## What you need to do
Please print the entries below exactly, from the line with "middle dip: (252, 117)" through the line with "pinky tip: (260, 222)", including both of those lines and leaving out all others.

## Data to process
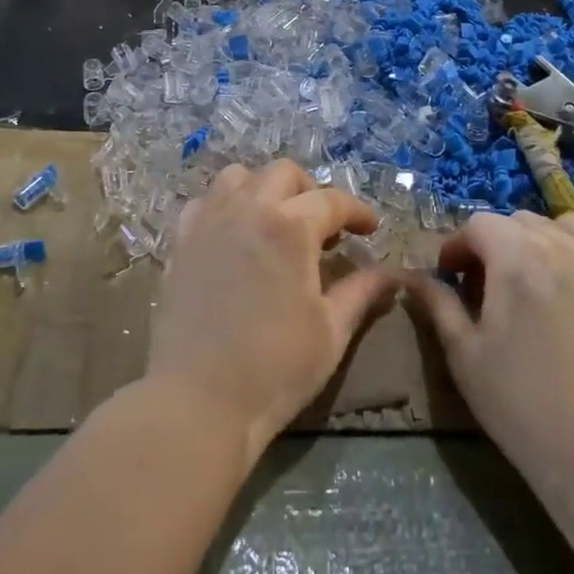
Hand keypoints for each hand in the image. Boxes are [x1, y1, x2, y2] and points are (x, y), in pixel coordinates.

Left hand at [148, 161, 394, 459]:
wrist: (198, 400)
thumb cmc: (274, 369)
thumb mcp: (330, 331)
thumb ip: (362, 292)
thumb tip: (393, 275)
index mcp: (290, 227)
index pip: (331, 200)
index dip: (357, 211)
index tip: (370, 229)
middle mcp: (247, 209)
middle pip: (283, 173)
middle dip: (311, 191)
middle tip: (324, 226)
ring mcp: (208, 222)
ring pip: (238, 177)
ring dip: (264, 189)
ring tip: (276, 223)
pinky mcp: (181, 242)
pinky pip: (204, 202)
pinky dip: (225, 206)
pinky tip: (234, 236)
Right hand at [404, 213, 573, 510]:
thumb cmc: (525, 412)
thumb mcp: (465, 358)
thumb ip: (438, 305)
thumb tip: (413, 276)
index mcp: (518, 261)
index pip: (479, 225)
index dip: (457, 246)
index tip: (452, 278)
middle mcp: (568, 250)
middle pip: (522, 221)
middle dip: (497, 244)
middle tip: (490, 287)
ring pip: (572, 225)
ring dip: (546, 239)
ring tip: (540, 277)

* * *

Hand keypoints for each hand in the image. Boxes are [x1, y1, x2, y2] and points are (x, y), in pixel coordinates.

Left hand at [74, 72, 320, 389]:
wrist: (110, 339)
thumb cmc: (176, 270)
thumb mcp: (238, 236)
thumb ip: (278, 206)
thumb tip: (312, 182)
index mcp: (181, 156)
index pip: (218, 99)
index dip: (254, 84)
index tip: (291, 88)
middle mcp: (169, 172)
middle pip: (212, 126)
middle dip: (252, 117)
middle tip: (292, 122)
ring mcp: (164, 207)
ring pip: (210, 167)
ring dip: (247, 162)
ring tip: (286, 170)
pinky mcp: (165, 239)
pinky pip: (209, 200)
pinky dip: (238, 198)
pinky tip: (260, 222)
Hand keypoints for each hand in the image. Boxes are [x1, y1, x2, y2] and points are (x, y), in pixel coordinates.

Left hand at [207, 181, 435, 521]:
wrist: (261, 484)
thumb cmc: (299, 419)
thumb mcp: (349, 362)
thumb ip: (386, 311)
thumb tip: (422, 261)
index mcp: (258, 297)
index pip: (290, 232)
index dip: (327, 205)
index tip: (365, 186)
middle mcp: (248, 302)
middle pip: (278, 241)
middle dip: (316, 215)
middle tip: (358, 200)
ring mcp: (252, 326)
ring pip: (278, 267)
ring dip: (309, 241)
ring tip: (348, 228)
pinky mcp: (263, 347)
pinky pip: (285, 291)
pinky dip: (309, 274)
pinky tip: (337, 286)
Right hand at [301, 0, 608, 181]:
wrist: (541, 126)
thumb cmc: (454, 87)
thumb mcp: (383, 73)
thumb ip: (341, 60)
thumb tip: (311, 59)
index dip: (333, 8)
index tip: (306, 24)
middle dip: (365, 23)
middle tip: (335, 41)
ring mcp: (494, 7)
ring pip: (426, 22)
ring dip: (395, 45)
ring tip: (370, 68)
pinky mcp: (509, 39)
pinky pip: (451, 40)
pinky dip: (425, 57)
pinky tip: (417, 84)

* * *

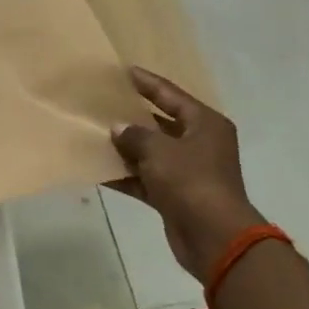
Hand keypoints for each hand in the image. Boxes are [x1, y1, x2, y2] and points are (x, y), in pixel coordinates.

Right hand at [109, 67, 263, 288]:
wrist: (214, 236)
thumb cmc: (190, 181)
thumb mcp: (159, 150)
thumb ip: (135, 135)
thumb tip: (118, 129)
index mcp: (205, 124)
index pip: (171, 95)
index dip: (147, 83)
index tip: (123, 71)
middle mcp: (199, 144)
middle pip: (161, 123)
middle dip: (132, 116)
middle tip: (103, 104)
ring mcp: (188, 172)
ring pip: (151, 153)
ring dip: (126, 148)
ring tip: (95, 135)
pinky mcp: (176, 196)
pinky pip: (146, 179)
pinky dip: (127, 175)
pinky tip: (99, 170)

## Solution to the exercise
middle dip: (252, 117)
middle tip: (292, 122)
ring mcp: (164, 207)
ring pip: (210, 167)
ring dip: (247, 162)
ring tip: (286, 170)
pinky mcp: (165, 239)
pinky pip: (209, 200)
pinky dip: (238, 198)
pinky tip: (260, 222)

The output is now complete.